Abstract

A metabolic isotope-labelling strategy was used in conjunction with nanoLC-ESIMS peptide sequencing to assess quantitative alterations in the expression patterns of subunits within cellulosomes of the cellulolytic bacterium Clostridium thermocellum, grown on either cellulose or cellobiose. The effects of adding xylan, pectin and galactomannan to these cultures were also explored. In total, 55 cellulosomal proteins were detected, including 50 type I dockerin-containing proteins, which count among them all but one of the known docking components and 28 new subunits.

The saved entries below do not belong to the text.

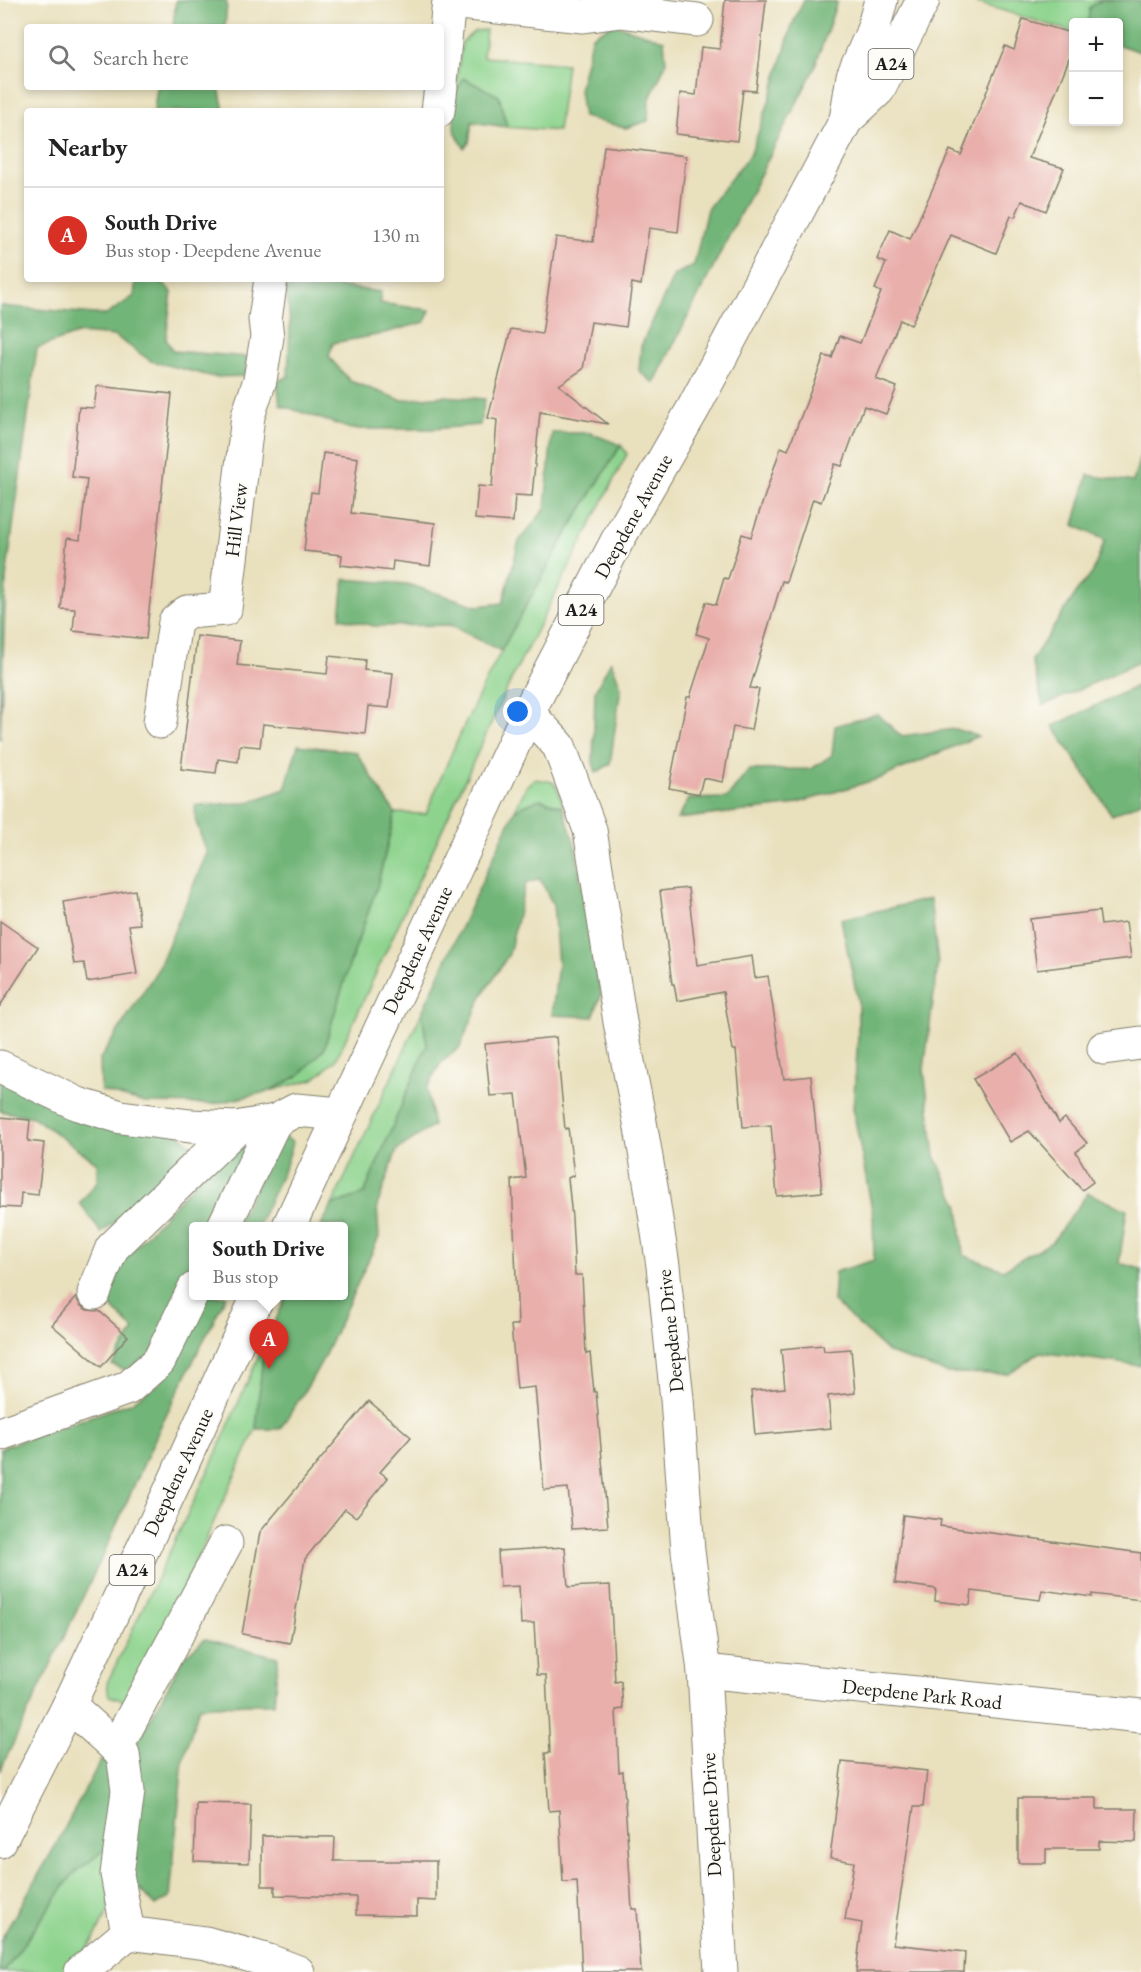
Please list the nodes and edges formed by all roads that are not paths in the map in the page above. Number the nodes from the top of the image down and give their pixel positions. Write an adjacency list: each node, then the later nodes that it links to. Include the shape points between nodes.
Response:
1 (881, 0): 8 (main road, A24, via 853,76)
2 (923, 0): 8 (main road, A24, via 878,90)
3 (449, 1): 4 (main road, via 583,16 621,11); 5 (main road)
4 (696, 20)
5 (444, 52)
6 (441, 90): 7 (main road)
7 (438, 108)
8 (846, 120): 10 (main road, Deepdene Avenue / A24)
9 (271, 282): 11 (main road, Hill View, via 265,319 267,337 260,381 248,416 225,609 187,612 175,622)
10 (528, 713): 15 (main road, Deepdene Avenue / A24); 25 (main road, Deepdene Drive, via 559,746 590,830 663,1266 688,1551)
11 (160, 722)
12 (1141, 1043): 13 (main road)
13 (1104, 1048)
14 (0, 1067): 17 (main road, via 78,1104 121,1117)
15 (341, 1114): 16 (main road, via 296,1110); 19 (main road, Deepdene Avenue / A24)
16 (275, 1121): 17 (main road); 18 (main road)
17 (236, 1128): 20 (main road, via 112,1248)
18 (226, 1222)
19 (291, 1222)
20 (94, 1293)
21 (189, 1299): 23 (main road, via 159,1361 128,1388)
22 (256, 1300): 26 (main road, Deepdene Avenue / A24)
23 (0, 1434)
24 (226, 1543): 28 (main road)
25 (704, 1671): 27 (main road, Deepdene Park Road); 33 (main road, Deepdene Drive)
26 (69, 1705): 28 (main road); 29 (main road, Deepdene Avenue / A24)
27 (1141, 1716)
28 (116, 1748): 30 (main road, via 123,1754 128,1791 117,1874)
29 (0, 1841)
30 (128, 1933): 31 (main road); 32 (main road, via 206,1943)
31 (81, 1972)
32 (298, 1972)
33 (721, 1972)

All differential expression data was normalized to scaffoldin CipA such that protein-per-cellulosome was compared for growth between the different substrates. Proteins that exhibited higher expression in cellulosomes from cellulose-grown cells as compared to cellobiose-grown cells were: cell-surface anchor protein OlpB; exoglucanases CeIS and CeIK; and GH9 endoglucanase CeIJ. Conversely, lower expression in cellulosomes from cells grown on cellulose as compared to cellobiose was observed for GH8 endoglucanase CeIA; GH5 endoglucanases Ce1B, CelE, CelG; and hemicellulases XynA, XynC, XynZ, XghA. GH9 cellulases were the most abundant group of enzymes per CipA when cells were grown on cellulose, while hemicellulases were the most abundant group on cellobiose. The results support the existing theory that expression of scaffoldin-related proteins is coordinately regulated by a catabolite repression type of mechanism, as well as the prior observation that xylanase expression is subject to a growth rate-independent type of regulation. However, concerning transcriptional control of cellulases, which had also been previously shown to be subject to catabolite repression, a novel distinction was observed with respect to endoglucanases.